This election, polls show young people are more motivated than ever to vote. According to U.S. Census data, only 46% of young people (18 to 29-year-olds) voted in the last presidential election, far lower than any other age group. But this year, a Harvard poll found 63% of young people say they will “definitely be voting.”
Alyssa Canty does outreach to first-time voters for the non-partisan group Common Cause. “They’re definitely activated, they definitely enjoy, like, voting early, or either voting by mail, so I think we will definitely see decent turnout, but it may not just be, like, on Election Day,” she says.
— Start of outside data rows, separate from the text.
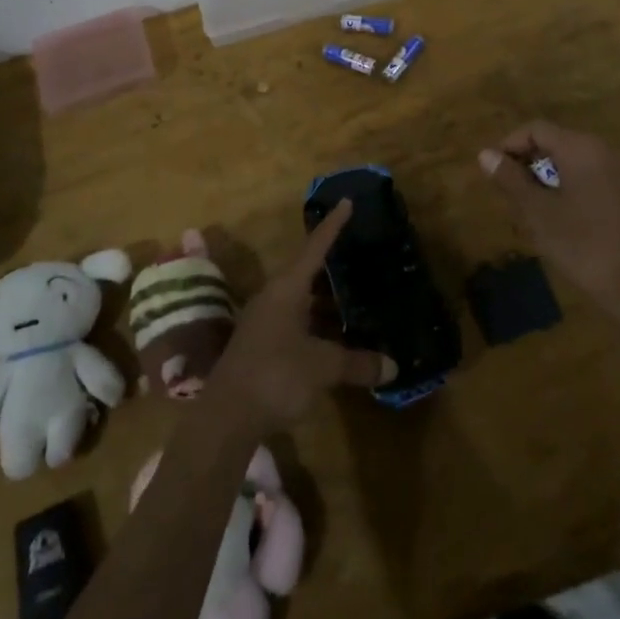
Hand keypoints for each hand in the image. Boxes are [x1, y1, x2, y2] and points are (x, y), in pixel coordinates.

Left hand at [209, 200, 397, 433]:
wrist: (226, 417)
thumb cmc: (276, 376)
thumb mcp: (322, 367)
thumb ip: (357, 363)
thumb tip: (393, 366)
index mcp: (287, 289)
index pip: (315, 247)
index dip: (332, 225)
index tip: (346, 201)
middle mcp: (273, 297)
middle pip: (306, 273)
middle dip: (332, 266)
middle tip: (359, 255)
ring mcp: (264, 322)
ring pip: (301, 301)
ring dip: (325, 301)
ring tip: (355, 298)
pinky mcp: (261, 345)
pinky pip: (296, 323)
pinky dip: (317, 324)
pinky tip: (334, 338)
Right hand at [479, 120, 619, 312]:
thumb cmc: (582, 244)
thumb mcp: (537, 212)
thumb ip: (510, 179)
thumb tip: (485, 154)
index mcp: (581, 148)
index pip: (536, 129)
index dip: (510, 145)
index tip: (493, 172)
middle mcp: (603, 150)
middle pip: (555, 142)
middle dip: (527, 162)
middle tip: (508, 193)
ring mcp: (619, 172)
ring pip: (572, 161)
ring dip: (546, 177)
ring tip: (529, 208)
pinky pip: (589, 176)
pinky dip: (567, 187)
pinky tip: (559, 218)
19-year old Imani Bennett just cast her ballot for the first time. “I’m voting, I’m really making a difference, my voice will be heard,” she says. The sophomore at Spelman College in Georgia says she sees too many important issues to sit on the sidelines. “Democracy protection, voting rights, healthcare is also important because I’m almost, like, an adult in the workforce,” Bennett says.
19-year old Olivia Siebert in Madison, Wisconsin considers voting a responsibility. “My parents raised me that voting is important, and I personally believe that voting is a really important way to exercise your rights within our democracy,” she says.
Young people are choosing between the two oldest candidates to ever lead the Democratic and Republican tickets. Bennett and Siebert both expressed that the youth vote seems overlooked.
“Politicians are telling us what our needs are, and they aren’t listening to what we say our needs are,” Bennett says.
“I think that dismissing young people is a big mistake, I think that we have a lot to offer. It will be our turn and our country soon enough,” Siebert says. The new generation of first-time voters are hoping their turnout numbers this election will make history.
The Harvard poll also found that the economy is the number one issue for young voters.